Exercise brief =
Repeat every line of the data exactly, but not the pictures.

─── Supplied data ───

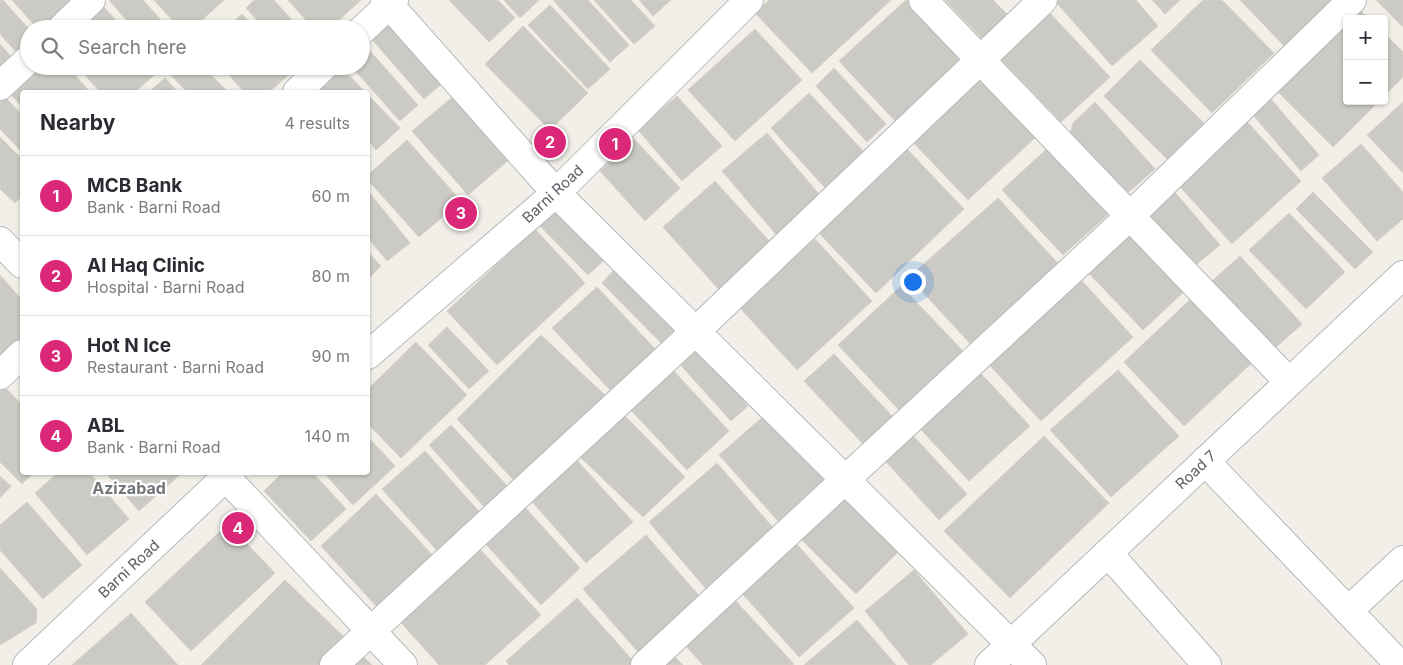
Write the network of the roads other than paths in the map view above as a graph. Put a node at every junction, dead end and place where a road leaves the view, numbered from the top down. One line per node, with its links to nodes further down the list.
1 (91, 0): 7 (street)
2 (749, 0): 14 (street, Barni Road)
3 (922, 0): 9 (street)
4 (1042, 0): 9 (street)
5 (1352, 0): 15 (street)
6 (389, 1): 8 (street); 14 (street)
7 (70, 20)
8 (370, 21)
9 (980, 60): 15 (street); 19 (street)
10 (20, 67): 12 (street)
11 (315, 75): 13 (street)
12 (0, 86)
13 (299, 90)
14 (556, 193): 19 (street); 20 (street, Barni Road)
15 (1130, 216): 23 (street); 27 (street)
16 (0, 241): 17 (street)
17 (20, 262)
18 (1403, 275): 23 (street, Road 7)
19 (696, 331): 27 (street); 31 (street)
20 (370, 353)
21 (20, 356): 22 (street)
22 (0, 375)
23 (1289, 382): 24 (street, Road 7)
24 (1205, 461): 28 (street, Road 7); 30 (street)
25 (225, 475): 33 (street, Barni Road)
26 (227, 475): 31 (street)
27 (846, 479): 32 (street); 36 (street)
28 (1108, 553): 32 (street, Road 7); 39 (street)
29 (1403, 560): 30 (street)
30 (1348, 611): 40 (street)
31 (370, 630): 34 (street); 35 (street)
32 (1012, 644): 37 (street, Road 7); 38 (street)
33 (27, 665)
34 (334, 665)
35 (403, 665)
36 (645, 665)
37 (989, 665)
38 (1032, 665)
39 (1207, 665)
40 (1400, 665)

───

Exercise result =
Write the network of the roads other than paths in the map view above as a graph. Put a node at every junction, dead end and place where a road leaves the view, numbered from the top down. One line per node, with its links to nodes further down the list.
1 (91, 0): 7 (street)
2 (749, 0): 14 (street, Barni Road)
3 (922, 0): 9 (street)
4 (1042, 0): 9 (street)
5 (1352, 0): 15 (street)
6 (389, 1): 8 (street); 14 (street)
7 (70, 20)
8 (370, 21)
9 (980, 60): 15 (street); 19 (street)
10 (20, 67): 12 (street)
11 (315, 75): 13 (street)
12 (0, 86)
13 (299, 90)
14 (556, 193): 19 (street); 20 (street, Barni Road)
15 (1130, 216): 23 (street); 27 (street)
16 (0, 241): 17 (street)
17 (20, 262)
18 (1403, 275): 23 (street, Road 7)
19 (696, 331): 27 (street); 31 (street)
20 (370, 353)
21 (20, 356): 22 (street)
22 (0, 375)
23 (1289, 382): 24 (street, Road 7)
24 (1205, 461): 28 (street, Road 7); 30 (street)
25 (225, 475): 33 (street, Barni Road)
26 (227, 475): 31 (street)
27 (846, 479): 32 (street); 36 (street)
28 (1108, 553): 32 (street, Road 7); 39 (street)
29 (1403, 560): 30 (street)
30 (1348, 611): 40 (street)
31 (370, 630): 34 (street); 35 (street)
32 (1012, 644): 37 (street, Road 7); 38 (street)
33 (27, 665)
34 (334, 665)
35 (403, 665)
36 (645, 665)
37 (989, 665)
38 (1032, 665)
39 (1207, 665)
40 (1400, 665)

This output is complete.